- [ACTIVITY]
Which lines run from the start of the material below through the line containing "Turn all roads"? Retype them exactly, pictures excluded.

- [DATA RECORDS]
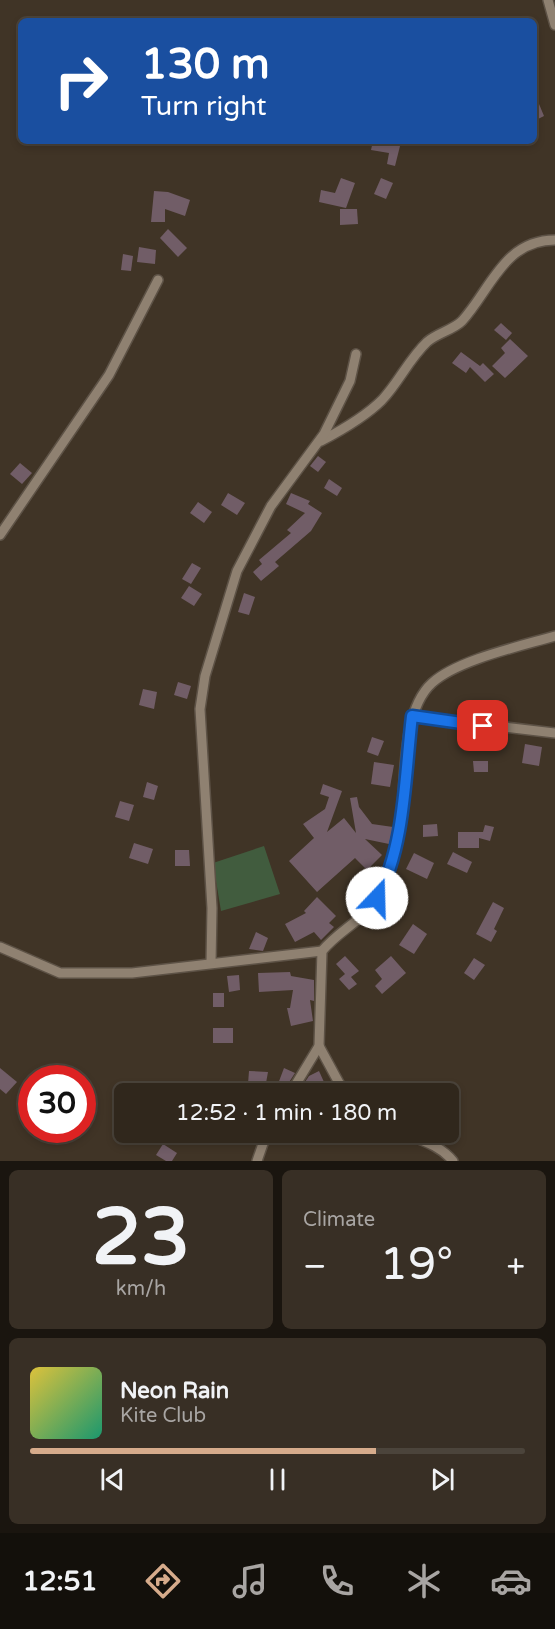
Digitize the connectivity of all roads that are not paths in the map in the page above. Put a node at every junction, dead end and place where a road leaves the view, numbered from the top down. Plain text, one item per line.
1 (548, 0) edge
2 (555, 25) edge
3 (555, 240) edge
4 (158, 280) dead end
5 (356, 354) dead end
6 (318, 442) junction
7 (0, 534) edge
8 (555, 636) edge
9 (412, 716) junction
10 (555, 733) edge
11 (0, 947) edge
12 (322, 951) junction
13 (211, 963) junction
14 (319, 1046) junction
15 (297, 1083) edge
16 (339, 1083) edge
17 (263, 1143) edge
18 (425, 1143) edge
19 (257, 1161) edge
20 (453, 1161) edge

1 - 2 street
3 - 6 street
4 - 7 street
5 - 6 street
6 - 13 street
8 - 9 street
9 - 10 street
9 - 12 street
11 - 13 street
12 - 13 street
12 - 14 street
14 - 15 street
14 - 16 street
17 - 19 street
18 - 20 street

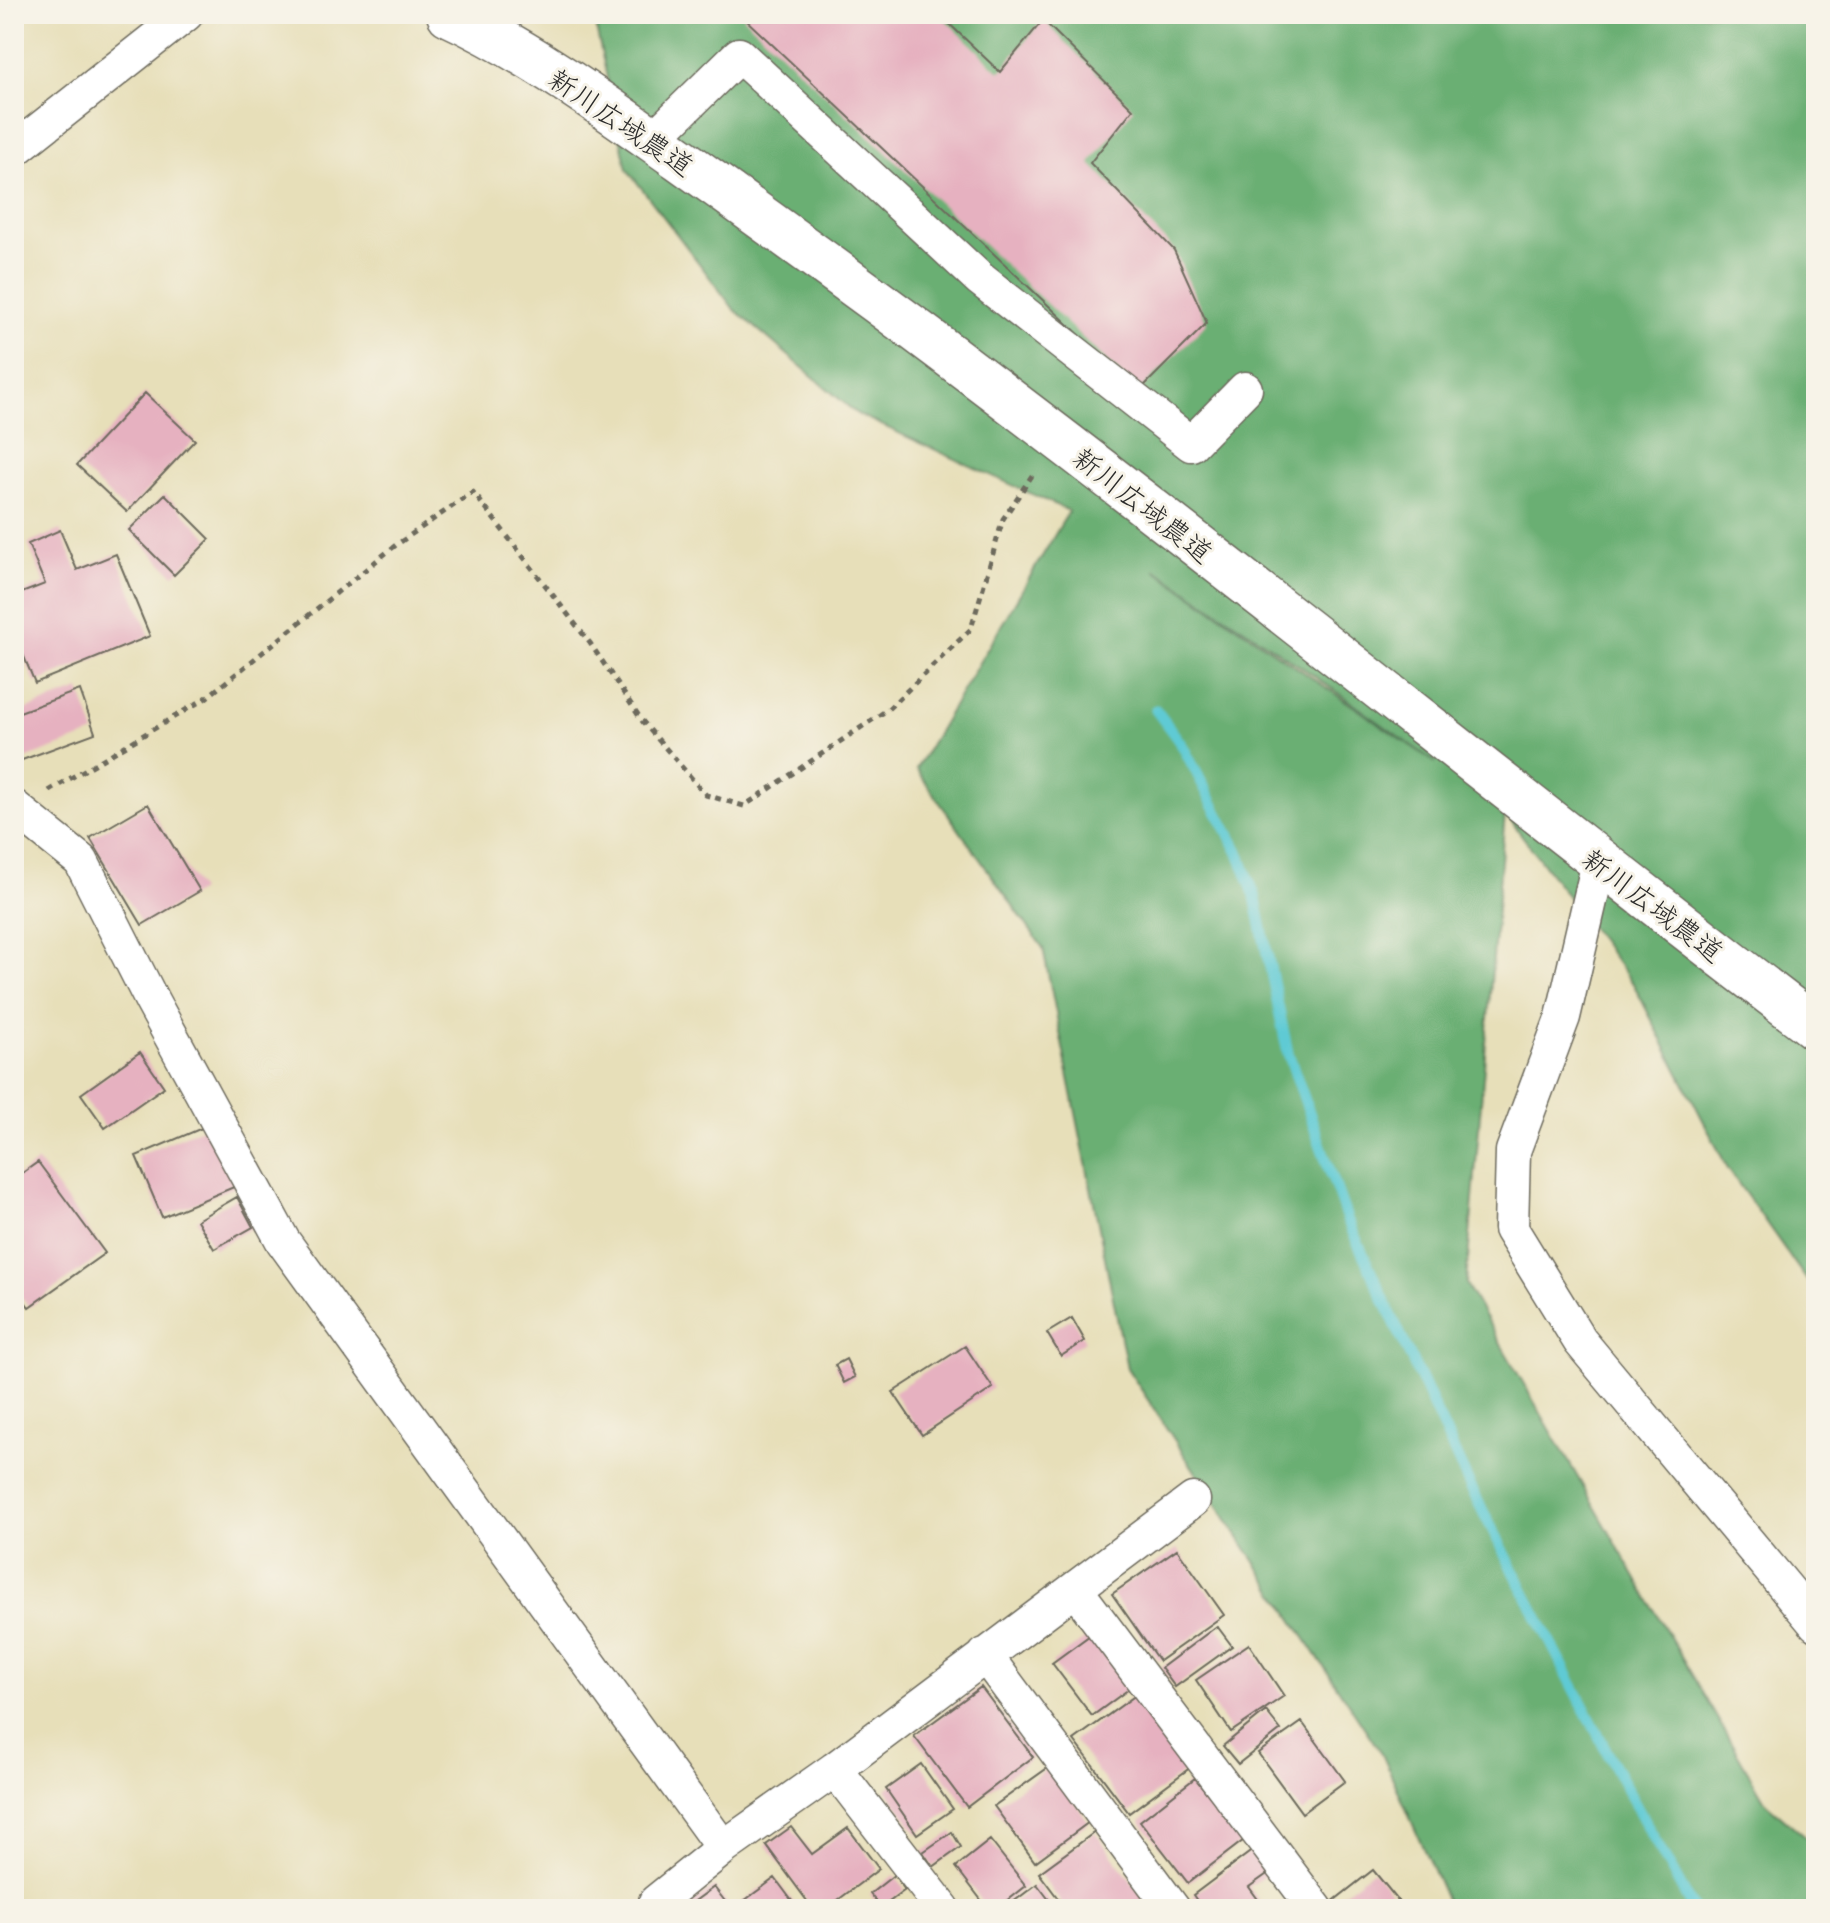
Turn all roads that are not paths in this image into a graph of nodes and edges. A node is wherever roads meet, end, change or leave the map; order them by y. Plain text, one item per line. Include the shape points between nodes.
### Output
1 (186, 14) edge
2 (467, 18) edge
3 (652, 140) junction
4 (14, 150) edge
5 (1245, 389) dead end
6 (15, 810) edge
7 (1599, 862) junction
8 (1816, 1028) edge
9 (1193, 1500) dead end
10 (1075, 1589) junction
11 (1816, 1624) edge
12 (985, 1655) junction
13 (835, 1769) junction
14 (723, 1848) junction
15 (661, 1909) edge
16 (943, 1909) edge
17 (1173, 1909) edge
18 (1316, 1909) edge

1 - 4 street
2 - 3 street, 新川広域農道
3 - 5 street via 739,55 980,279 1191,444
3 - 7 street, 新川広域農道 via 1059,437
6 - 14 street via 81,861 283,1241
7 - 8 street, 新川広域農道
7 - 11 street via 1563,1017 1513,1151 1511,1229 1580,1341
9 - 10 street
10 - 12 street
10 - 18 street
12 - 13 street
12 - 17 street
13 - 14 street
13 - 16 street
14 - 15 street via 656,1902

- [RESPONSE]
Digitize the connectivity of all roads that are not paths in the map in the page above. Put a node at every junction, dead end and place where a road leaves the view, numbered from the top down. Plain text, one item per line.
1 (548, 0) edge
2 (555, 25) edge
3 (555, 240) edge
4 (158, 280) dead end
5 (356, 354) dead end
6 (318, 442) junction
7 (0, 534) edge
8 (555, 636) edge
9 (412, 716) junction
10 (555, 733) edge
11 (0, 947) edge
12 (322, 951) junction
13 (211, 963) junction
14 (319, 1046) junction
15 (297, 1083) edge
16 (339, 1083) edge
17 (263, 1143) edge
18 (425, 1143) edge
19 (257, 1161) edge
20 (453, 1161) edge

1 - 2 street
3 - 6 street
4 - 7 street
5 - 6 street
6 - 13 street
8 - 9 street
9 - 10 street
9 - 12 street
11 - 13 street
12 - 13 street
12 - 14 street
14 - 15 street
14 - 16 street
17 - 19 street
18 - 20 street

Turn all roads that are not paths in this image into a graph of nodes and edges. A node is wherever roads meet, end, change or leave the map; order them by y. Plain text, one item per line. Include the shape points between nodes.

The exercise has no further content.